8. Does eating a lot of processed food increase my risk, even if I’m thin?

Yes, your diet is a known environmental contributor to digestive system neoplasms. Promoting balanced nutrition is a key part of primary prevention. Even if you maintain a healthy weight, poor dietary choices can still contribute to your overall risk for these cancers.

9. I feel like I do everything right, but still worry. Is there a “hidden” risk factor?

It’s understandable to feel that way. Research shows that while we’ve identified some genetic variants, they only explain a portion of the overall risk, leaving a “missing heritability.” This means a significant amount of genetic risk, along with other complex and unaccounted factors, remains to be fully understood.

10. Is it worth getting a special genetic test to understand my personal risk?

It depends, and it’s best to discuss with your doctor. While advances in understanding genetic drivers are paving the way for more precise risk stratification, a complete understanding of the genetic risk for digestive cancers is still evolving. Identified variants explain only a portion of the overall risk.

This FAQ was automatically generated based on current genetic research and may be updated as new information becomes available.

Disclaimer: This information is for educational purposes only and should not be used as a substitute for professional medical advice. Always consult with a healthcare provider for personalized medical guidance.

References

[1] Cheng, T. H. et al. “Meta-analysis of genome-wide association studies identifies common susceptibility polymorphisms for colorectal and endometrial cancer near SH2B3 and TSHZ1.”Sci Rep, 2015.

[2] McKay, J. D. et al. “A genome-wide association study of upper aerodigestive tract cancers conducted within the INHANCE consortium.” PLoS Genet, 2011.

[3] Tang, M et al. “The principal genetic determinants for nasopharyngeal carcinoma in China involve the HLA class I antigen recognition groove.” PLoS Genetics, vol. 8, no. 11, 2012, p. e1003103.

[4] Smedby, Karin E. “GWAS of follicular lymphoma reveals allelic heterogeneity at 6p21.32 and suggests shared genetic susceptibility with diffuse large B-cell lymphoma.” PLoS Genet, vol. 7, no. 4, 2011, p. e1001378.

[5] Zhernakova, A. “Meta-analysis of genome-wide association studies in celiac disease and rheumatoid arthritis identifies fourteen non-HLA shared loci.”PLoS Genet, vol. 7, no. 2, 2011, p. e1002004.

[6] Bei, J. X. et al. “A GWAS Meta-analysis and Replication Study Identifies a Novel Locus within CLPTM1L/TERT Associated with Nasopharyngeal Carcinoma in Individuals of Chinese Ancestry.” Cancer Epidemiol Biomarkers Prev, 2015.

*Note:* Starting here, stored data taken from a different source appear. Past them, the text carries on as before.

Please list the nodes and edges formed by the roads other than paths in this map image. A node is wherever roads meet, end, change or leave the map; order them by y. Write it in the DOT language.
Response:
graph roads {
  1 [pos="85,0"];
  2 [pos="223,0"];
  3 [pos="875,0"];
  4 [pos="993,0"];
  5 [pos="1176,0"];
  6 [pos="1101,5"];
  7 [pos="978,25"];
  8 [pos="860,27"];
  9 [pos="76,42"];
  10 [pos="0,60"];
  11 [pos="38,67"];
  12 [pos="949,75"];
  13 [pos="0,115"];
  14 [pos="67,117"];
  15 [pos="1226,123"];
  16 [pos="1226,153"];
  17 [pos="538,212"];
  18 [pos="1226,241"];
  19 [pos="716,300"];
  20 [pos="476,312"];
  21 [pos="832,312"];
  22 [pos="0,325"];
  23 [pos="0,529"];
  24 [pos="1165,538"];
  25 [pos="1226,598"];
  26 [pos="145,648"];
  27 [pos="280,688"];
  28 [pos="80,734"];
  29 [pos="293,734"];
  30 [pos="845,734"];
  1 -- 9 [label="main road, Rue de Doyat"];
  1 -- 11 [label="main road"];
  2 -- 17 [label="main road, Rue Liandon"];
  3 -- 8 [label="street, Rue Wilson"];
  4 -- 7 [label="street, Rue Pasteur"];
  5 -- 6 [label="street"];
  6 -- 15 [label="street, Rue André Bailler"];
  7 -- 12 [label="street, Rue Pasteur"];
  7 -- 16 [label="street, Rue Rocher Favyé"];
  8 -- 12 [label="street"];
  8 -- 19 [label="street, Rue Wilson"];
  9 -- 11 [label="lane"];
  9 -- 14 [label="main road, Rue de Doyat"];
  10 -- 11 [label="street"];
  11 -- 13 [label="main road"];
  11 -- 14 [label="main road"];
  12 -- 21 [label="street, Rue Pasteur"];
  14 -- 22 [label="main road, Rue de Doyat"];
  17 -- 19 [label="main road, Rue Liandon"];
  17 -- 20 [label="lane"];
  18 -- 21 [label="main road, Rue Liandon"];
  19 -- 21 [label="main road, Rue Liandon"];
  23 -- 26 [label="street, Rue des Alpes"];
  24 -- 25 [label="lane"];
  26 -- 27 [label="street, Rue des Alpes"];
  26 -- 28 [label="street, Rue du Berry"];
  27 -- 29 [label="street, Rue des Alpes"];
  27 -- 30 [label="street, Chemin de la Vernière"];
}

[7] Skibola, Christine F. “Genome-wide association study identifies five susceptibility loci for follicular lymphoma outside the HLA region.” Am J Hum Genet, vol. 95, 2014, pp. 462–471.

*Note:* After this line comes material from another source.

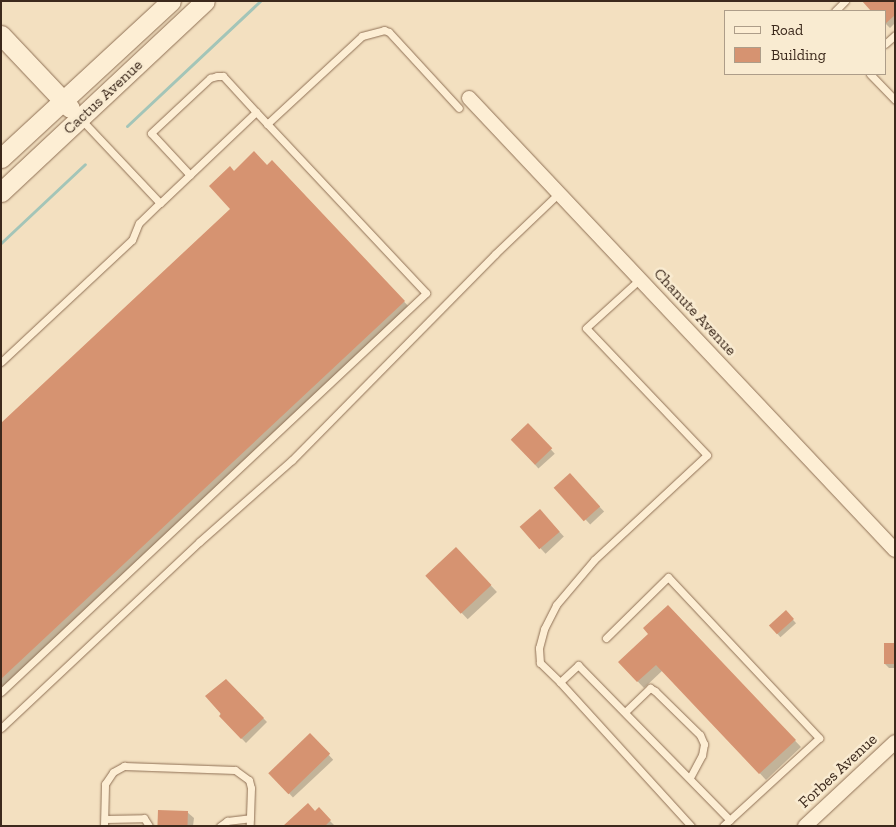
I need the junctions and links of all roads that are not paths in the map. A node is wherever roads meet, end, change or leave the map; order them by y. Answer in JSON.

[8] Xu, W. “A genome wide association study on Newfoundland colorectal cancer patients’ survival outcomes.”Biomark Res, 2015.

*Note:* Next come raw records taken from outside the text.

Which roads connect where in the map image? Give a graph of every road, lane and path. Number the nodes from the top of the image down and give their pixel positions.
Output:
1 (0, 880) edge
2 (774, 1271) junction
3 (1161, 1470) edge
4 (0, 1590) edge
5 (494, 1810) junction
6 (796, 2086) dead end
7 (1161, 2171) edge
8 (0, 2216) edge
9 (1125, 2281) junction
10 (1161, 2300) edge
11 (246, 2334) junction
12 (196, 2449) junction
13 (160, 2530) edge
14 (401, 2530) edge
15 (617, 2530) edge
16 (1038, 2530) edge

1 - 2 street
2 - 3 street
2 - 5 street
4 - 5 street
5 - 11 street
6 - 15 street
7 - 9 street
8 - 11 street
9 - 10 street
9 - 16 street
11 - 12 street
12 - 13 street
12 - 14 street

[9] Wang, H. et al. “Novel colon cancer susceptibility variants identified from a genome-wide association study in African Americans.”Int J Cancer, 2017.

[10] Levine, D. M. et al. “A genome-wide association study identifies new susceptibility loci for esophageal adenocarcinoma and Barrett’s esophagus.”Nat Genet, 2013.

[11] Yang, T. H. et al. “Combinations of newly confirmed Glioma-Associated loci link regions on chromosomes 1 and 9 to increased disease risk.”BMC Med Genomics, 2011.

[12] De Vivo, I et al. “Genome-wide association study of endometrial cancer in E2C2.”Human Genetics, vol. 132, no. 10, 2013, pp. 1115-1121.

[13] McCoy, TH et al. “Efficient genome-wide association in biobanks using topic modeling identifies multiple novel disease loci.”Molecular Medicine, vol. 23, 2017, pp. 285-294.

[14] Spurdle, A.B. et al. “Genome-wide association study identifies a common variant associated with risk of endometrial cancer”.Nat Genet, vol. 43, 2011, pp. 451–454.

[15] Tse, K. P. “Genome-wide association study reveals multiple nasopharyngeal carcinoma-associated loci within the HLA region at chromosome 6p21.3.” Am J Hum Genet, vol. 85, 2009, pp. 194–203.

[16] Su, W. H. et al. “How genome-wide SNP-SNP interactions relate to nasopharyngeal carcinoma susceptibility.” PLoS One, 2013.